Poilievre exigera que les universités respectent la liberté d'expression pour obtenir des subventions fédérales

« Je nommerai un ancien juge comme gardien de la liberté d'expression pour protéger les droits garantis par la Charte sur les campus »

Ottawa, ON - Aujourd'hui, le candidat au poste de premier ministre et député Pierre Poilievre a annoncé son plan visant à protéger la liberté universitaire et la liberté d'expression contre les responsables sur les campus.

Les universités sont censées être des lieux où les idées sont ouvertement discutées et remises en question, mais elles sont devenues des lieux où les gardiens et une minorité bruyante réduisent au silence les étudiants et les professeurs. Les libéraux de Trudeau n'ont rien fait pour protéger le droit des étudiants et des professeurs à s'exprimer librement. Leur obsession pour la culture woke a permis aux campus de passer d'un endroit où les gens apprennent par la discussion et le débat à un endroit où des professeurs populaires, comme le Dr Jordan Peterson, doivent démissionner et où des groupes d'étudiants doivent annuler des événements ou même perdre des ressources, simplement à cause de leur point de vue différent.

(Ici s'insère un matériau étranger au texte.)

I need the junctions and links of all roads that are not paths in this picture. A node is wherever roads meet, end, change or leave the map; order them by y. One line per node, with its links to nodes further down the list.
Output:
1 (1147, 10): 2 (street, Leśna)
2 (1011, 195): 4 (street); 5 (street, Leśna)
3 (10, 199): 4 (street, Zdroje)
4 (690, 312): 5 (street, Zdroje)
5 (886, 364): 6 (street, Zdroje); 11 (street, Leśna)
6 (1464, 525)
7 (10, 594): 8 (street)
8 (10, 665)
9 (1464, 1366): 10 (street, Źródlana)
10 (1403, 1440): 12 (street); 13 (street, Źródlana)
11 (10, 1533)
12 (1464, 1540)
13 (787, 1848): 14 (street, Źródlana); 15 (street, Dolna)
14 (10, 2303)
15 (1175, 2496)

« Nous voyons de nouveaux exemples de personnes déplacées, d'étudiants réduits au silence et de professeurs attaqués », a déclaré M. Poilievre. « En tant que premier ministre, je défendrai les droits à la liberté académique que nous confère la Charte. »

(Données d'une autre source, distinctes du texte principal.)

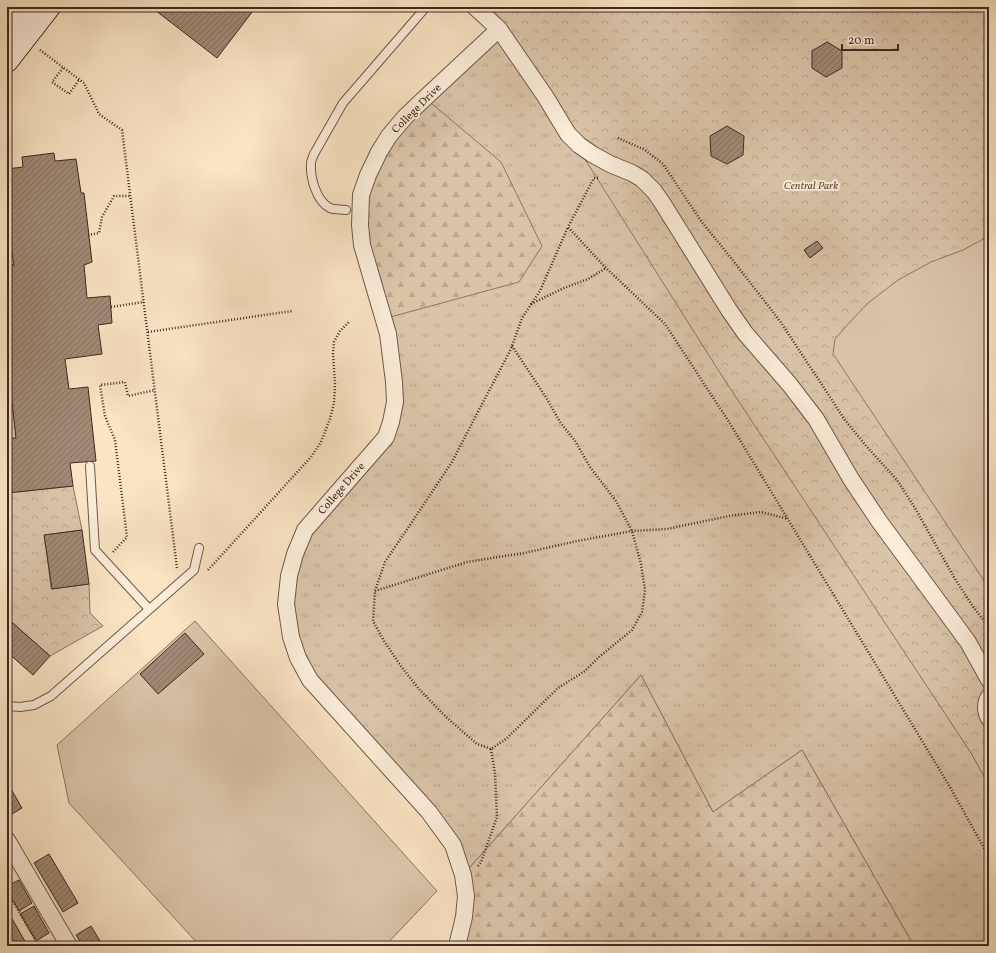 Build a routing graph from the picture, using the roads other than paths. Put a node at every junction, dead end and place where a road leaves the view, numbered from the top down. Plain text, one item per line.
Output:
1 (27, 7) edge
2 (49, 7) edge
3 (426, 7) edge
4 (475, 7) edge
5 (499, 29) junction
6 (7, 32) edge
7 (7, 61) edge
8 (346, 210) dead end
9 (90, 466) dead end
10 (199, 548) dead end
11 (149, 609) junction
12 (989, 680) edge
13 (989, 697) edge
14 (7, 706) edge
15 (989, 718) edge
16 (9, 846) edge
17 (68, 946) edge
18 (457, 946) edge

1 - 6 street
2 - 7 street
3 - 8 lane
4 - 5 street
5 - 12 street
5 - 18 street, College Drive
9 - 11 lane
10 - 11 lane
11 - 14 lane
13 - 15 street
16 - 17 street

M. Poilievre a présenté le plan qu'il mettrait en œuvre pour protéger la liberté d'expression sur les campus en tant que premier ministre. Pour recevoir des subventions fédérales directes de recherche et autres, les universités devront s'engager à respecter l'article 2 de la Charte :

Toute personne a les libertés fondamentales suivantes :
a) la liberté de conscience et de religion ;
b) la liberté de pensée, de croyance, d'opinion et d'expression, y compris la liberté de la presse et des autres moyens de communication ;
c) la liberté de réunion pacifique ; et
d) la liberté d'association.

Pour obtenir des subventions fédérales, les universités seront tenues non seulement de promouvoir les libertés de l'article 2 de la Charte sur le campus, mais aussi de les défendre lorsqu'elles sont attaquées, y compris par d'autres étudiants et professeurs.

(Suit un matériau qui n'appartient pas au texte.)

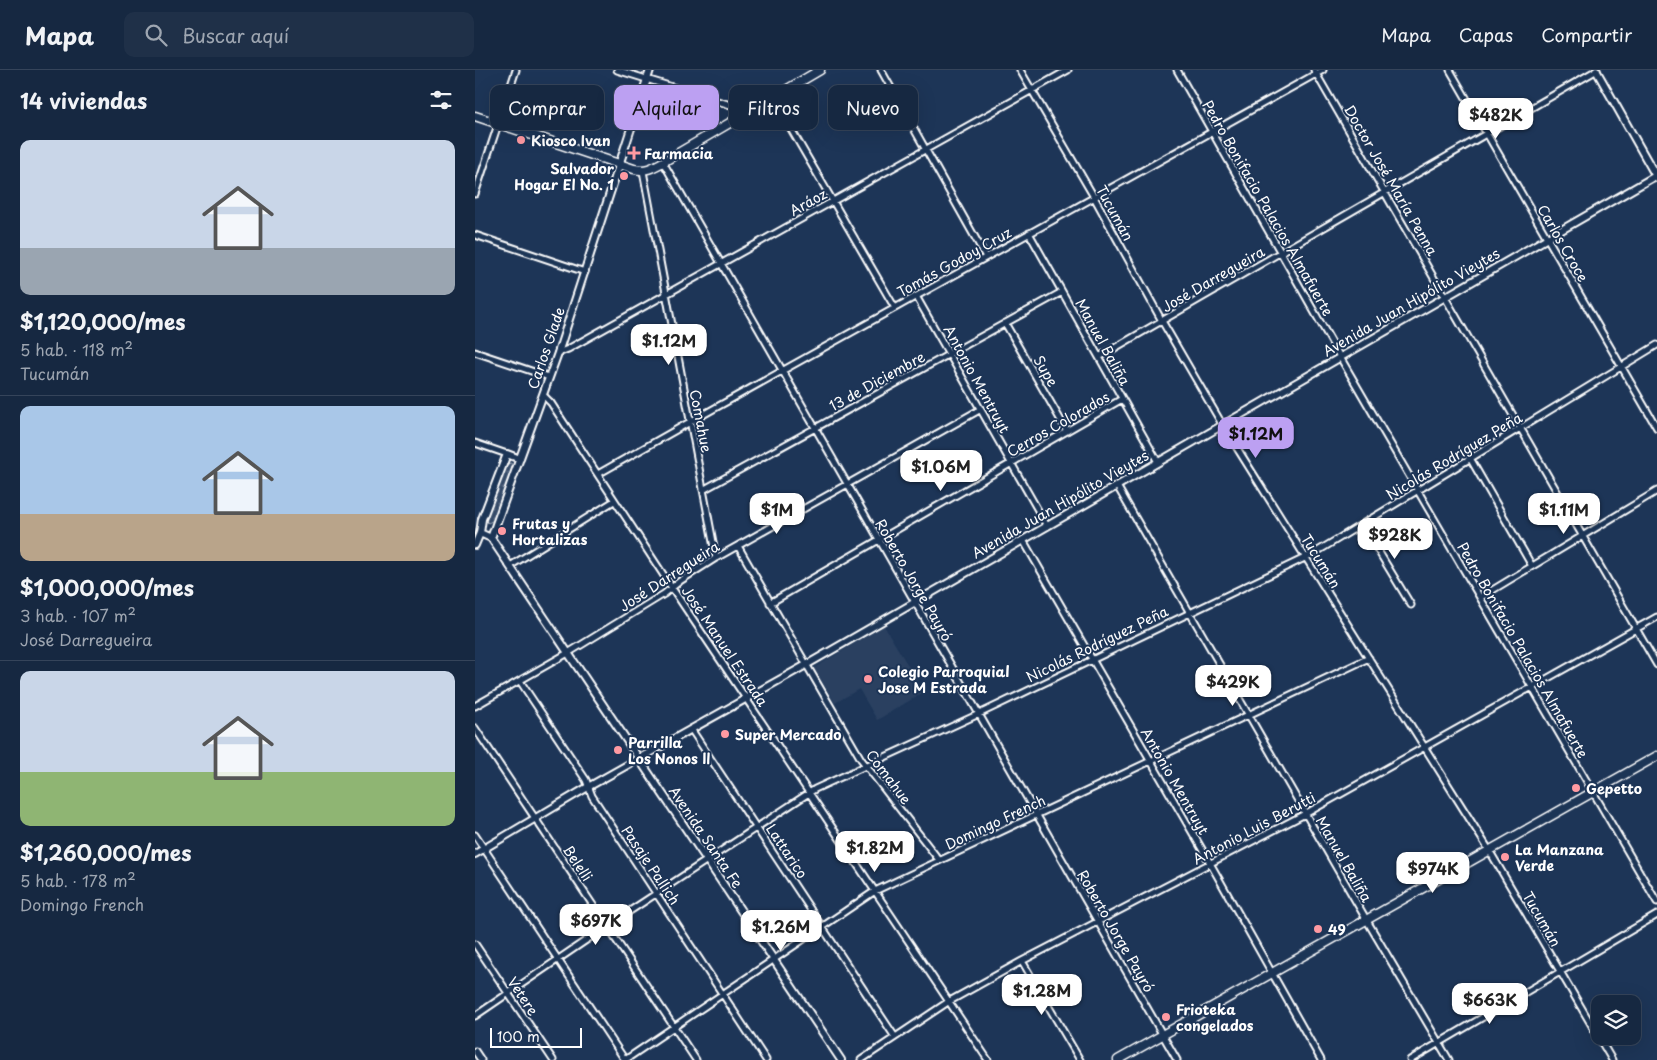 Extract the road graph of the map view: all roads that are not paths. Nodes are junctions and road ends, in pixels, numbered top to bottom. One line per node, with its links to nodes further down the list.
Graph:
1 (516, 70): 14 (street)
2 (617, 70): 13 (street)
3 (650, 70): 13 (street, Carlos Glade)
4 (820, 70): 15 (main road)
5 (881, 70): 26 (street)
6 (1020, 70): 16 (street, Tucumán)
7 (1068, 70): 16 (street, Aráoz)
8 (1177, 70): 24 (street, Pedro Bonifacio Palacios Almafuerte)
9 (1323, 70): 12 (street, Tomás Godoy Cruz)
10 (1450, 70): 25 (street, Carlos Croce)
11 (1596, 70): 25 (street, José Darregueira); 30 (street)
12 (1315, 72): 24 (street, Tomás Godoy Cruz); 31 (street, Doctor José María Penna)
13 (647, 80): 17 (street); 28 (street, Carlos Glade)
14 (511, 85)
15 (795, 85)
16 (1032, 90): 26 (street, Aráoz); 33 (street, Tucumán)
17 (729, 105)
18 (475, 116): 19 (main road)
19 (490, 121)
20 (729, 123): 27 (main road)
21 (497, 130): 32 (street)
22 (517, 130): 28 (main road)
23 (792, 130): 34 (street)
24 (1212, 132): 33 (street, Tomás Godoy Cruz); 38 (street, Pedro Bonifacio Palacios Almafuerte)
25 (1487, 133): 31 (street, José Darregueira); 37 (street, Carlos Croce)
26 (926, 150): 34 (street, Aráoz); 39 (street)
27 (663, 162): 29 (main road); 40 (street, Roberto Jorge Payró)
28 (620, 165): 29 (main road); 41 (street, Carlos Glade)
29 (643, 171): 43 (street, Comahue)
30 (1657, 176): 37 (street, Avenida Juan Hipólito Vieytes)
31 (1385, 192): 38 (street, José Darregueira); 45 (street, Doctor José María Penna)
32 (475, 194)
33 (1094, 197): 35 (street, Tomás Godoy Cruz); 47 (street, Tucumán)
34 (833, 201): 40 (street, Aráoz); 46 (street)
35 (1029, 233): 39 (street, Tomás Godoy Cruz); 42 (street, Manuel Baliña)
36 (475, 235): 41 (street)
37 (1547, 238): 45 (street, Avenida Juan Hipólito Vieytes); 55 (street, Carlos Croce)
38 (1280, 253): 47 (street, José Darregueira); 54 (street, Pedro Bonifacio Palacios Almafuerte)
39 (986, 257): 44 (street, Tomás Godoy Cruz)
40 (722, 263): 43 (street, Aráoz); 56 (street, Roberto Jorge Payró)
41 (585, 272): 51 (street, Carlos Glade)
42 (1062, 292): 48 (street, 13 de Diciembre); 53 (street, Manuel Baliña)
43 (666, 294): 51 (street, Aráoz); 61 (street, Comahue)
44 (917, 296): 46 (street, Tomás Godoy Cruz); 52 (street, Antonio Mentruyt)
45 (1445, 297): 54 (street, Avenida Juan Hipólito Vieytes); 64 (street, Doctor José María Penna)
46 (895, 308): 56 (street, Tomás Godoy Cruz)
47 (1162, 321): 53 (street, José Darregueira); 62 (street, Tucumán)
48 (1005, 323): 52 (street, 13 de Diciembre); 66 (street, Supe)
49 (1657, 345): 55 (street, Nicolás Rodríguez Peña)
50 (475, 352): 57 (street)
51 (558, 353): 57 (street, Carlos Glade)
52 (949, 354): 60 (street, Antonio Mentruyt); 63 (street, 13 de Diciembre)
53 (1099, 357): 59 (street, Manuel Baliña)
54 (1340, 357): 62 (street, Avenida Juan Hipólito Vieytes); 77 (street, Pedro Bonifacio Palacios Almafuerte)
55 (1621, 366): 64 (street, Nicolás Rodríguez Peña); 65 (street, Carlos Croce)
56 (783, 370): 61 (street, Tomás Godoy Cruz); 63 (street, Roberto Jorge Payró)
57 (549, 377): 58 (street, Carlos Glade)
58 (543, 395): 70 (street, Carlos Glade); 73 (street, José Manuel Estrada)
59 (1123, 399): 66 (street, Cerros Colorados); 71 (street, Manuel Baliña)
60 (981, 409): 72 (street, Antonio Mentruyt); 74 (street, José Darregueira)
61 (690, 422): 73 (street, Tomás Godoy Cruz); 76 (street, Comahue)
62 (1222, 424): 71 (street, Avenida Juan Hipólito Vieytes); 88 (street, Tucumán)
63 (816, 428): 74 (street, Roberto Jorge Payró); 76 (street, 13 de Diciembre)
64 (1521, 428): 69 (street, Nicolás Rodríguez Peña); 82 (street, Doctor José María Penna)
65 (1657, 428)
66 (1067, 431): 72 (street, Cerros Colorados)
67 (475, 443): 68 (street)
68 (507, 454): 70 (street); 84 (street)
69 (1470, 458): 77 (street, Nicolás Rodríguez Peña); 91 (street)
70 (520, 459): 83 (street, Carlos Glade)
71 (1158, 462): 75 (street, Avenida Juan Hipólito Vieytes)
72 (1011, 464): 81 (street, Antonio Mentruyt); 85 (street, Cerros Colorados)
73 (598, 474): 79 (street, José Manuel Estrada)
74 (847, 484): 85 (street, Roberto Jorge Payró); 87 (street, José Darregueira)
75 (1117, 486): 81 (street, Avenida Juan Hipólito Vieytes); 97 (street, Manuel Baliña)
76 (703, 490): 89 (street, Comahue)
77 (1418, 490): 80 (street, Nicolás Rodríguez Peña); 93 (street, Pedro Bonifacio Palacios Almafuerte)
78 (1657, 491): 82 (street)
79 (614, 500): 90 (street); 92 (street, José Manuel Estrada)
80 (1362, 524): 88 (street, Nicolás Rodríguez Peña); 96 (street)
81 (1047, 526): 86 (street, Avenida Juan Hipólito Vieytes)
82 (1583, 535): 91 (street); 99 (street, Doctor José María Penna)
83 (491, 538): 84 (street); 90 (street, Avenida Santa Fe)
84 (477, 539)
85 (879, 540): 94 (street, Cerros Colorados); 95 (street, Roberto Jorge Payró)
86 (1023, 540): 95 (street, Avenida Juan Hipólito Vieytes); 102 (street, Antonio Mentruyt)
87 (738, 546): 89 (street, José Darregueira); 94 (street, Comahue)
88 (1305, 557): 97 (street, Nicolás Rodríguez Peña); 101 (street, Tucumán)
89 (715, 558): 92 (street, José Darregueira)
90 (510, 566): 100 (street, Avenida Santa Fe)
91 (1532, 566): 93 (street)
92 (672, 588): 100 (street, José Darregueira); 107 (street, José Manuel Estrada)
93 (1481, 597): 106 (street, Pedro Bonifacio Palacios Almafuerte)
94 (770, 603): 103 (street, Comahue)
95 (914, 603): 103 (street, Avenida Juan Hipólito Vieytes); 109 (street, Roberto Jorge Payró)
96 (1411, 605)
97 (1190, 612): 102 (street, Nicolás Rodríguez Peña); 110 (street, Manuel Baliña)
98 (1657, 617): 99 (street, Antonio Luis Berutti)
99 (1636, 628): 104 (street, Doctor José María Penna); 106 (street, Antonio Luis Berutti)
100 (568, 653): 105 (street, José Darregueira); 115 (street, Avenida Santa Fe)
101 (1369, 658): 110 (street, Domingo French); 113 (street, Tucumán)
102 (1093, 659): 109 (street, Nicolás Rodríguez Peña); 116 (street, Antonio Mentruyt)
103 (805, 665): 107 (street, Avenida Juan Hipólito Vieytes); 117 (street, Comahue)
104 (1657, 665)
105 (520, 681): 108 (street, José Darregueira); 118 (street, Pasaje Pallich)
106 (1532, 688): 113 (street, Antonio Luis Berutti); 120 (street, Pedro Bonifacio Palacios Almafuerte)
107 (747, 698): 112 (street, Avenida Juan Hipólito Vieytes); 119 (street, José Manuel Estrada)
108 (475, 706)
109 (979, 714): 117 (street, Nicolás Rodríguez Peña); 122 (street, Roberto Jorge Payró)
110 (1249, 715): 116 (street, Domingo French); 121 (street, Manuel Baliña)
111 (475, 728): 123 (street, Belelli)
112 (691, 729): 115 (street, Avenida Juan Hipólito Vieytes); 124 (street, Lattarico)
113 (1425, 748): 121 (street, Antonio Luis Berutti); 127 (street, Tucumán)
114 (1657, 756): 120 (main road)
115 (639, 759): 118 (street, Avenida Juan Hipólito Vieytes); 129 (street, Avenida Santa Fe)
116 (1151, 762): 122 (street, Domingo French); 131 (street, Antonio Mentruyt)
117 (865, 765): 119 (street, Nicolás Rodríguez Peña); 130 (street, Comahue)
118 (588, 788): 123 (street, Avenida Juan Hipólito Vieytes); 133 (street, Pasaje Pallich)
119 (810, 792): 124 (street, Nicolás Rodríguez Peña); 132 (street, José Manuel Estrada)
120 (1593, 793): 127 (main road); 134 (street, Pedro Bonifacio Palacios Almafuerte)
121 (1305, 814): 131 (street, Antonio Luis Berutti); 136 (street, Manuel Baliña)
122 (1036, 816): 130 (street, Domingo French); 137 (street, Roberto Jorge Payró)
123 (535, 819): 126 (street, Avenida Juan Hipólito Vieytes); 138 (street, Belelli)
124 (757, 827): 129 (street, Nicolás Rodríguez Peña); 139 (street, Lattarico)
125 (475, 835): 126 (street)
126 (484, 849): 128 (street, Avenida Juan Hipólito Vieytes); 141 (street)
127 (1489, 850): 136 (main road); 144 (street, Tucumán)
128 (475, 854)
129 (706, 860): 133 (street, Nicolás Rodríguez Peña); 142 (street, Avenida Santa Fe)
130 (939, 860): 132 (street, Domingo French)
131 (1210, 864): 137 (street, Antonio Luis Berutti); 145 (street, Antonio Mentruyt)
132 (875, 892): 139 (street, Domingo French); 148 (street, José Manuel Estrada)
133 (657, 893): 138 (street, Nicolás Rodríguez Peña); 147 (street, Pasaje Pallich)
134 (1657, 902)
135 (1657, 915): 144 (street)
136 (1366, 919): 145 (main road); 153 (street, Manuel Baliña)
137 (1099, 923): 143 (street, Antonio Luis Berutti); 151 (street, Roberto Jorge Payró)
138 (607, 926): 141 (street, Nicolás Rodríguez Peña); 150 (street, Belelli)
139 (823, 927): 142 (street, Domingo French); 152 (street, Lattarico)
140 (475, 944): 146 (street, Vetere)
141 (559, 959): 146 (street, Nicolás Rodríguez Peña); 157 (street)
142 (774, 960): 147 (street, Domingo French); 160 (street, Avenida Santa Fe)
143 (1022, 961): 148 (street, Antonio Luis Berutti); 163 (street)
144 (1559, 972): 153 (street); 169 (street, Tucumán)
145 (1272, 973): 151 (main road); 166 (street, Antonio Mentruyt)
146 (508, 994): 149 (street, Nicolás Rodríguez Peña); 156 (street, Vetere)
147 (723, 994): 150 (street, Domingo French); 159 (street, Pasaje Pallich)
148 (948, 1002): 152 (street, Antonio Luis Berutti); 162 (street, José Manuel Estrada)
149 (475, 1016)
150 (674, 1028): 157 (street, Domingo French); 158 (street, Belelli)
151 (1163, 1034): 164 (main road); 165 (street, Roberto Jorge Payró)
152 (895, 1037): 161 (street, Antonio Luis Berutti)
153 (1439, 1043): 167 (street); 168 (street, Manuel Baliña)
154 (475, 1051): 155 (street)
155 (481, 1060)
156 (553, 1060)
157 (625, 1060)
158 (696, 1060)
159 (767, 1060)
160 (841, 1060)
161 (861, 1060)
162 (988, 1060)
163 (1079, 1060)
164 (1118, 1060)
165 (1177, 1060)
166 (1321, 1060)
167 (1411, 1060)
168 (1449, 1060)
169 (1612, 1060)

L'approche de M. Poilievre protégera une culture de discours, de débats et de recherche libre et ouverte. Cela inclut les discours que les membres de l'université et du public peuvent trouver désagréables et offensants, tant qu'ils ne s'élèvent pas au niveau du discours haineux qui, selon la Cour suprême du Canada, peut être légalement restreint en vertu de l'article 2(b).

M. Poilievre nommera un gardien de la liberté d'expression, un ancien juge qui fera rapport sur la conformité des universités et enquêtera sur les allégations de censure universitaire. Il fera respecter cette exigence en faisant rapport au gouvernement fédéral sur les violations des engagements des universités et en recommandant des réductions des subventions fédérales directes à certaines universités qui ne protègent pas la liberté d'expression et la liberté académique. Aucun transfert fédéral-provincial ne sera affecté par cette politique.

« Les “gardiens” et la police de la pensée ont attaqué la liberté académique sur les campus. Ils ne peuvent plus obtenir l'argent des contribuables pour le faire. Je protégerai la liberté de pensée, afin que les étudiants et le corps professoral puissent apprendre et enseigner en paix », a déclaré M. Poilievre. « Redonnons aux Canadiens le contrôle de leur vie et faisons du Canada le pays le plus libre de la planète ».